■ Task to carry out
Read through the data, and wherever a line holds the word "paths", write that line out.

■ Records supplied

####

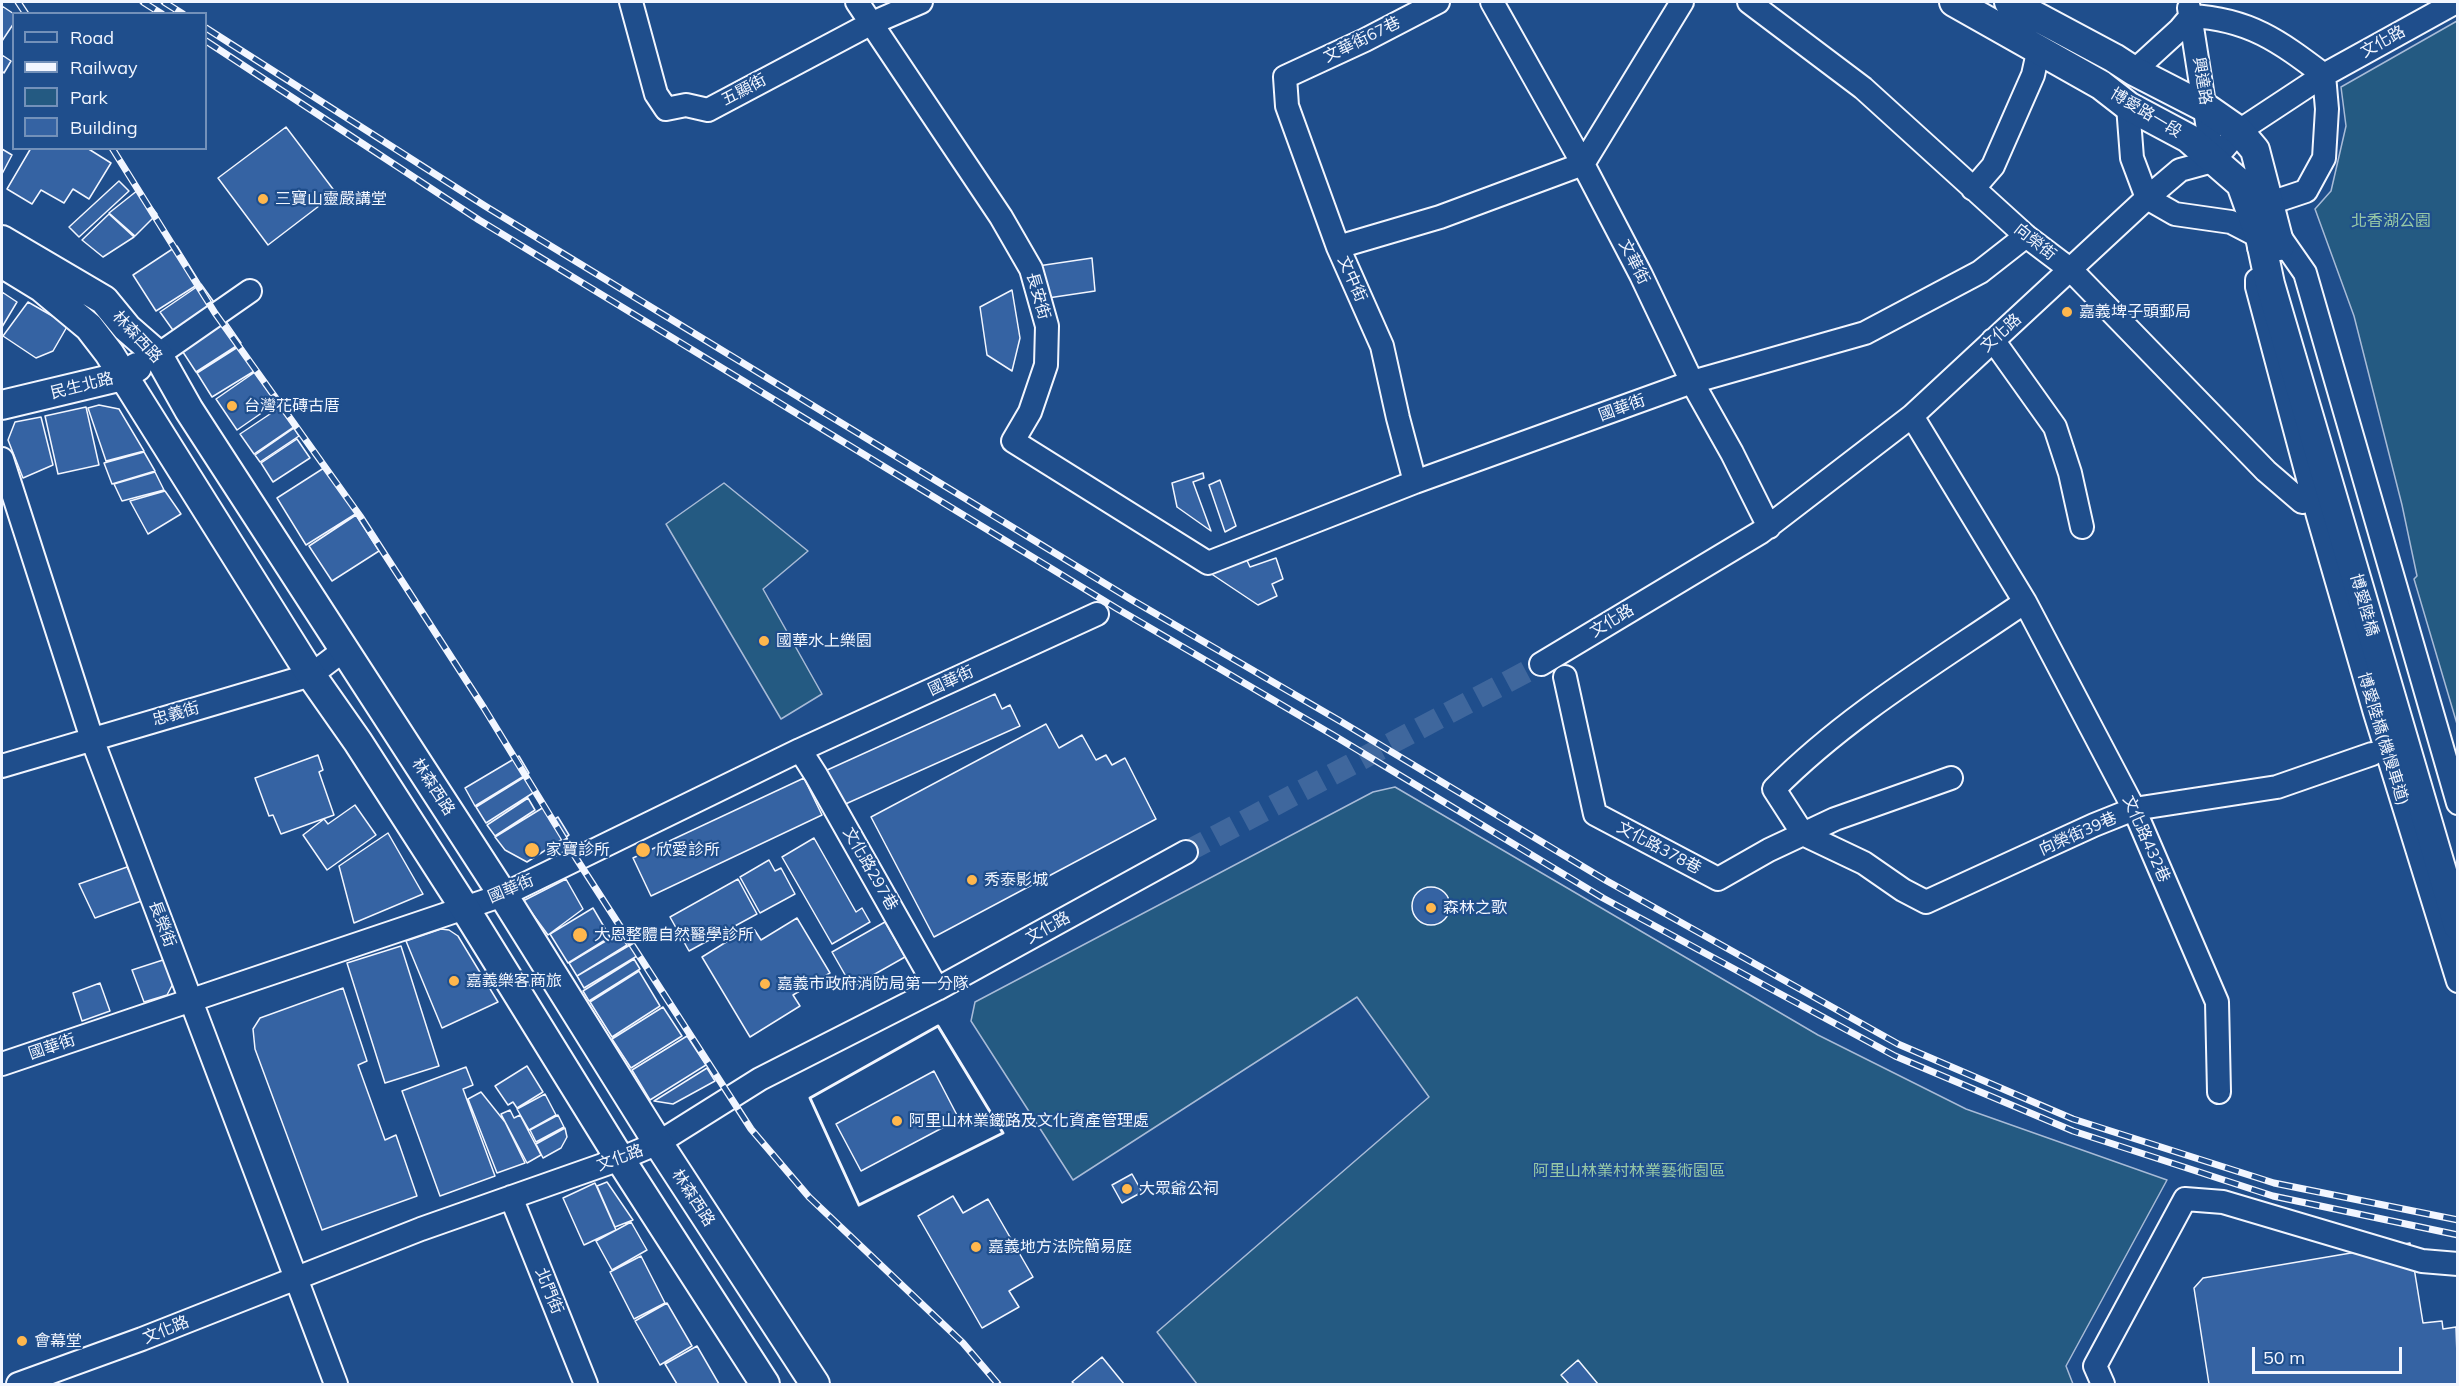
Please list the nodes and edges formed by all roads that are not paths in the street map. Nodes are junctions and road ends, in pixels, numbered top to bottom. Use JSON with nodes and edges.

####

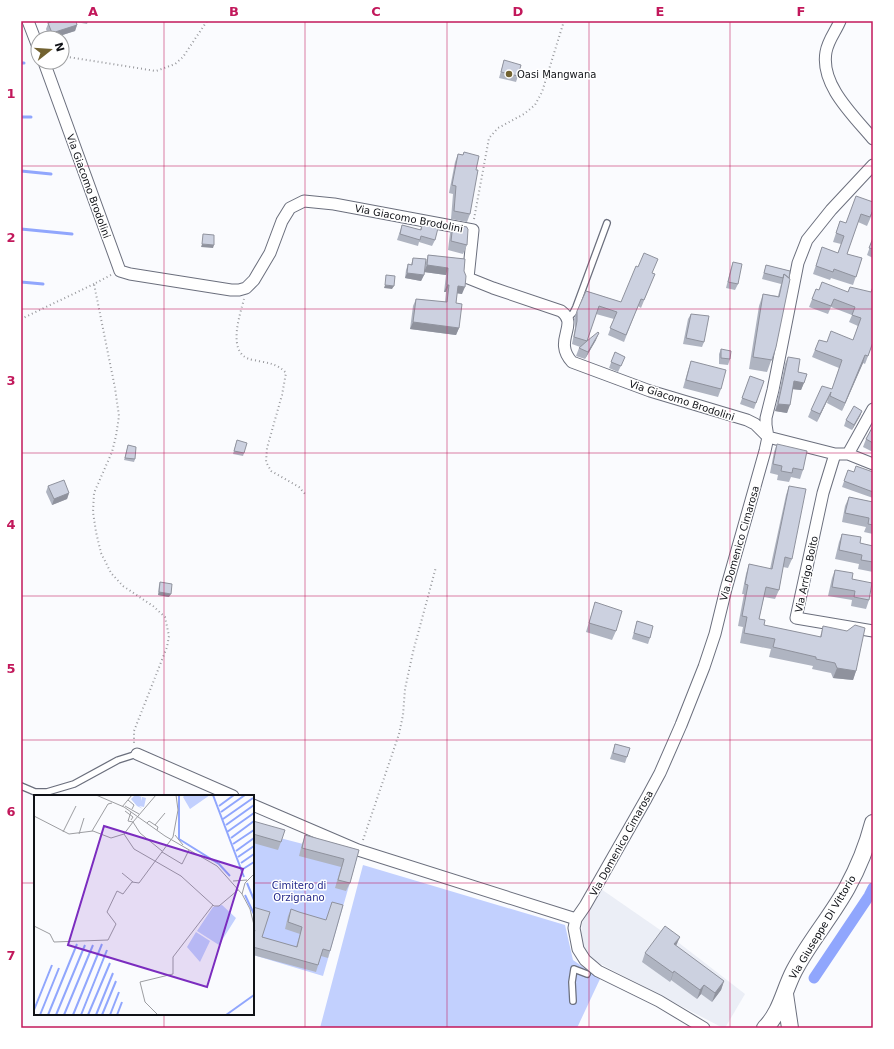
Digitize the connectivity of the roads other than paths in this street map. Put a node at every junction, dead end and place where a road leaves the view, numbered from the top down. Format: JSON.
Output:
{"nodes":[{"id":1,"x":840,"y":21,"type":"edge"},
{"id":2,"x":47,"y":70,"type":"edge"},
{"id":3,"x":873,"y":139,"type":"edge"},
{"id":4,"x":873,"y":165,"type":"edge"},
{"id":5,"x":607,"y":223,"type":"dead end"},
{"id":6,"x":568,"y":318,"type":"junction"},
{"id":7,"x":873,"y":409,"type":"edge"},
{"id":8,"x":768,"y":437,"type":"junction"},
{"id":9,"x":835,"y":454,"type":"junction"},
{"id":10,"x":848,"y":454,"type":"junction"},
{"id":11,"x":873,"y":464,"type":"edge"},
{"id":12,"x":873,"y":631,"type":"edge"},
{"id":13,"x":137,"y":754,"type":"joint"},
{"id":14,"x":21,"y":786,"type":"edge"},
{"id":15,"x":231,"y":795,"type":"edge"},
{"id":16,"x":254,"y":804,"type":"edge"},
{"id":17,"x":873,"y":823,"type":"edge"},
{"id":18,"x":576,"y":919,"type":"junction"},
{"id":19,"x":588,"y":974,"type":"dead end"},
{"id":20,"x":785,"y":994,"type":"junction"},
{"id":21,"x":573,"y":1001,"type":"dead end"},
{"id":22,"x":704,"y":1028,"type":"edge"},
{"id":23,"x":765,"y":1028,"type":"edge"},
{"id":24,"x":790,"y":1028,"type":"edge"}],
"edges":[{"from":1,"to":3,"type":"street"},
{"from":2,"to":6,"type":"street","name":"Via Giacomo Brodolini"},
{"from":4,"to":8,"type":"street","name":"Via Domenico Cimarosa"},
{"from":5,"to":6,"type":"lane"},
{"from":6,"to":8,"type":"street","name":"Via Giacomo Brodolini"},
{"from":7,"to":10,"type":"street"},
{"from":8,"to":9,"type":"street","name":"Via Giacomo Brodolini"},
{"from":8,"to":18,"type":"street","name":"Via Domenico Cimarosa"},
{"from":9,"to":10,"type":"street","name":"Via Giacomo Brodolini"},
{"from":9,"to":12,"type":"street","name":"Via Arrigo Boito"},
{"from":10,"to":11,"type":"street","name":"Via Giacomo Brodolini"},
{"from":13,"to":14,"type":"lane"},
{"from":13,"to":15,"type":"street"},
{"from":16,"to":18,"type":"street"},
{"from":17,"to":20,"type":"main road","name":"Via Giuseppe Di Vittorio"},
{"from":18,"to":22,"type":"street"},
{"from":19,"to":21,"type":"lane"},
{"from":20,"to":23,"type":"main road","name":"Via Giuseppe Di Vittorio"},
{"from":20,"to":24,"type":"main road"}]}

####

■ Task answer
Please list the nodes and edges formed by all roads that are not paths in the street map. Nodes are junctions and road ends, in pixels, numbered top to bottom. Use JSON with nodes and edges.
Digitize the connectivity of the roads other than paths in this street map. Put a node at every junction, dead end and place where a road leaves the view, numbered from the top down. Format: JSON.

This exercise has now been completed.